Eadie Tanya L, Doyle Philip C
Department of Speech and Hearing Sciences, University of Washington, Seattle, WA, USA.
J Voice. 2005 Mar;19(1):1-14. doi: 10.1016/j.jvoice.2004.02.002.
The purpose of this study was (1) to determine the relationship between acoustic measures and auditory-perceptual dimensions of overall voice severity and pleasantness and (2) to evaluate the ability of acoustic and auditory-perceptual measures to discriminate normal from dysphonic voices. Thirty adult dysphonic speakers and six, age-matched normal control speakers were asked to provide oral reading samples of the Rainbow Passage. Acoustic analysis of the speech samples was used to identify abnormal phonatory events associated with dysphonia. The acoustic program calculated long-term average spectral measures, glottal noise measures, and those measures based on linear prediction (LP) modeling. Twelve adult listeners judged overall voice severity and pleasantness from the connected speech samples using direct magnitude estimation (DME) procedures. The acoustic measures accounted for 48% of overall voice severity and 40% of voice pleasantness for dysphonic speakers. The classification performance of the acoustic measures and auditory-perceptual measures was quantified using logistic regression analysis. When acoustic measures or auditory-perceptual measures were considered in isolation, classification was generally accurate and similar across measures. Classification accuracy improved to 100% when acoustic and auditory-perceptual measures were combined. These data provide further support for use of both auditory-perceptual evaluation and acoustic analyses for classifying and evaluating dysphonia.
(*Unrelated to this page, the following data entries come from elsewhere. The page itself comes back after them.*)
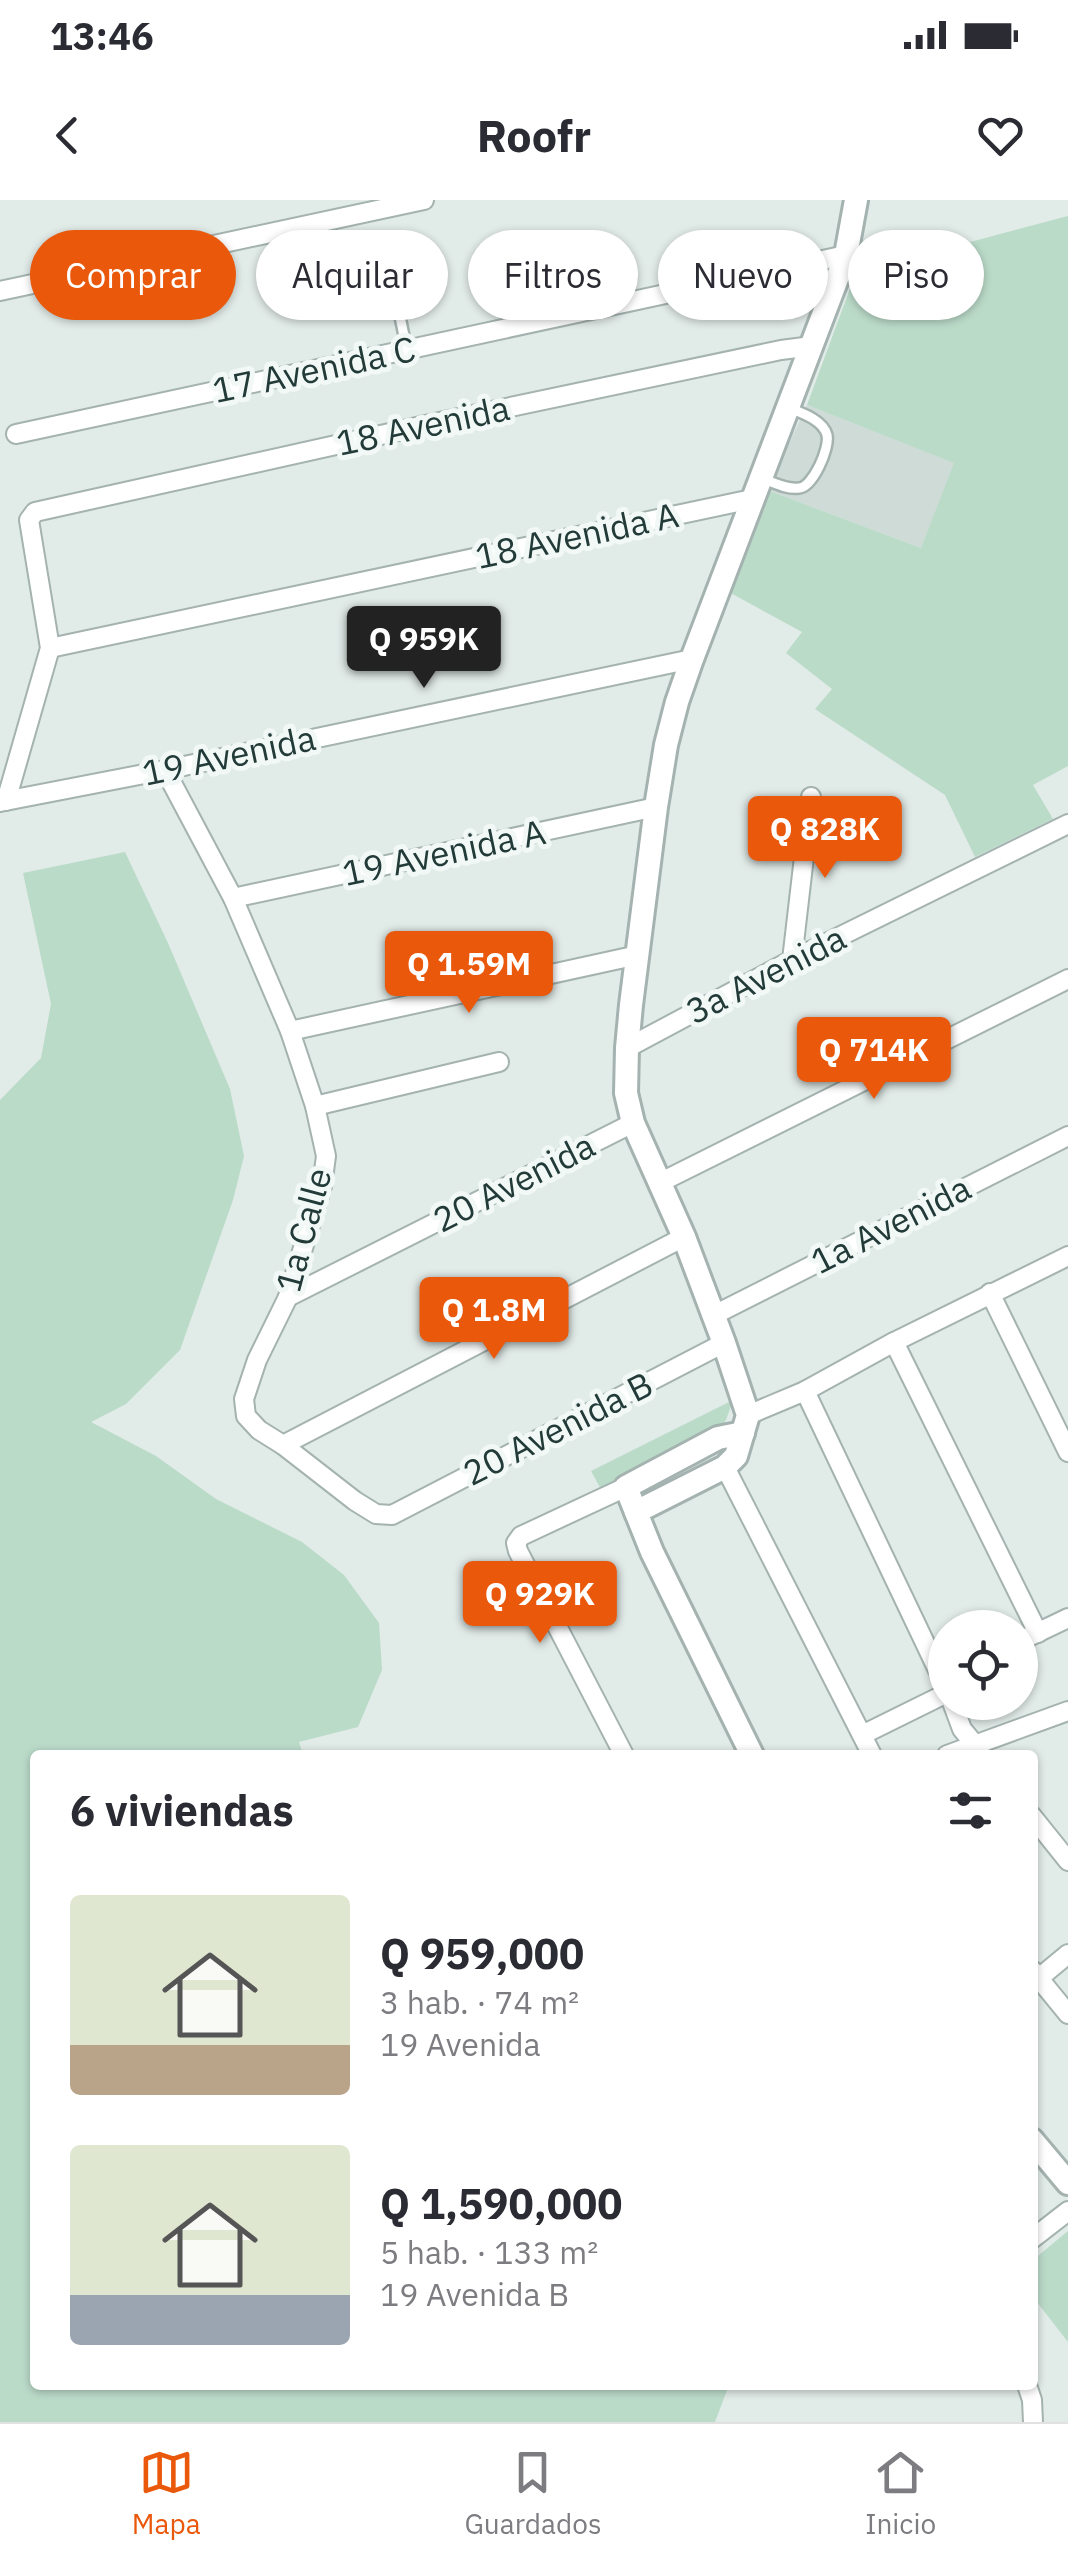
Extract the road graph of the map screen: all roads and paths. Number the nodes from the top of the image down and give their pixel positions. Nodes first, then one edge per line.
1 (424, 200) edge
2 (856, 200) edge
3 (846, 254) junction
4 (0, 291) edge
5 (401, 320) edge
6 (812, 346) junction
7 (407, 350) junction
8 (789, 408) junction
9 (16, 434) dead end
10 (756, 488) junction
11 (50, 648) junction
12 (692, 658) junction
13 (165, 770) junction
14 (810, 797) dead end
15 (3, 802) edge
16 (656, 807) junction
17 (1068, 824) edge
18 (233, 898) junction
19 (638, 955) junction
20 (792, 960) junction
21 (1068, 979) edge
22 (290, 1031) junction
23 (626, 1048) junction
24 (499, 1062) dead end
25 (315, 1106) junction
26 (633, 1123) junction
27 (1068, 1136) edge
28 (659, 1182) junction
29 (684, 1237) junction
30 (1068, 1256) edge
31 (990, 1294) junction
32 (288, 1297) junction
33 (714, 1315) junction
34 (894, 1342) junction
35 (724, 1343) junction
36 (805, 1391) junction
37 (746, 1424) junction
38 (282, 1445) junction
39 (1068, 1452) edge
40 (725, 1467) junction
41 (626, 1487) junction
42 (636, 1512) junction
43 (392, 1515) joint
44 (1027, 1610) edge
45 (1068, 1618) edge
46 (1038, 1633) edge
47 (928, 1649) edge
48 (928, 1693) edge
49 (1068, 1711) edge
50 (959, 1720) edge
51 (862, 1735) junction
52 (621, 1750) edge
53 (750, 1750) edge
54 (870, 1750) edge
55 (980, 1750) edge
56 (1038, 1824) edge
57 (1068, 1861) edge
58 (1068, 1954) edge
59 (1038, 1975) edge
60 (1038, 1980) edge
61 (1068, 2014) edge
62 (1038, 2147) edge
63 (1068, 2183) edge
64 (1068, 2210) edge
65 (1038, 2234) edge
66 (1029, 2390) edge
67 (1033, 2422) edge

1 - 4 street
2 - 3 street
3 - 6 street
3 - 7 street, 17 Avenida C
5 - 7 lane
6 - 8 street
6 - 11 street, 18 Avenida
7 - 9 street, 17 Avenida C
8 - 10 street
8 - 10 lane
10 - 11 street, 18 Avenida A
10 - 12 street
11 - 15 street
12 - 13 street, 19 Avenida
12 - 16 street
13 - 15 street, 19 Avenida
13 - 18 street, 1a Calle
14 - 20 street
16 - 18 street, 19 Avenida A
16 - 19 street
17 - 20 street, 3a Avenida
18 - 22 street, 1a Calle
19 - 22 street
19 - 23 street
20 - 23 street, 3a Avenida
21 - 28 street
22 - 25 street, 1a Calle
23 - 26 street
24 - 25 street
25 - 32 street, 1a Calle
26 - 28 street
26 - 32 street, 20 Avenida
27 - 33 street, 1a Avenida
28 - 29 street
29 - 33 street
29 - 38 street
30 - 31 street
31 - 34 street
31 - 39 street
32 - 38 street, 1a Calle
33 - 35 street
34 - 36 street
34 - 44 street
35 - 37 street
35 - 43 street, 20 Avenida B
36 - 37 street
36 - 47 street
37 - 40 street
37 - 41 street
38 - 43 street, 1a Calle
40 - 42 street
40 - 51 street
41 - 42 street
41 - 52 street
42 - 53 street
45 - 46 street
48 - 51 street
49 - 55 street
50 - 55 street
51 - 54 street
56 - 57 street
58 - 59 street
60 - 61 street
62 - 63 street
64 - 65 street
66 - 67 street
(1)确定声学指标与整体嗓音严重程度和愉悦度的听觉感知维度之间的关系;(2)评估声学和听觉感知指标区分正常嗓音与发声障碍嗓音的能力。30名成年发声障碍者和6名年龄匹配的正常对照者被要求提供《彩虹段落》的口头朗读样本。对语音样本进行声学分析,以识别与发声障碍相关的异常发声事件。声学程序计算长期平均频谱指标、声门噪声指标以及基于线性预测(LP)建模的指标。12名成年听众使用直接量值估计(DME)程序从连续语音样本中判断整体嗓音严重程度和愉悦度。对于发声障碍者,声学指标占整体嗓音严重程度的48%,占嗓音愉悦度的40%。使用逻辑回归分析对声学指标和听觉感知指标的分类性能进行量化。当单独考虑声学指标或听觉感知指标时,分类通常是准确的,且各指标之间相似。当声学指标和听觉感知指标结合使用时,分类准确率提高到100%。这些数据为使用听觉感知评估和声学分析来分类和评估发声障碍提供了进一步的支持。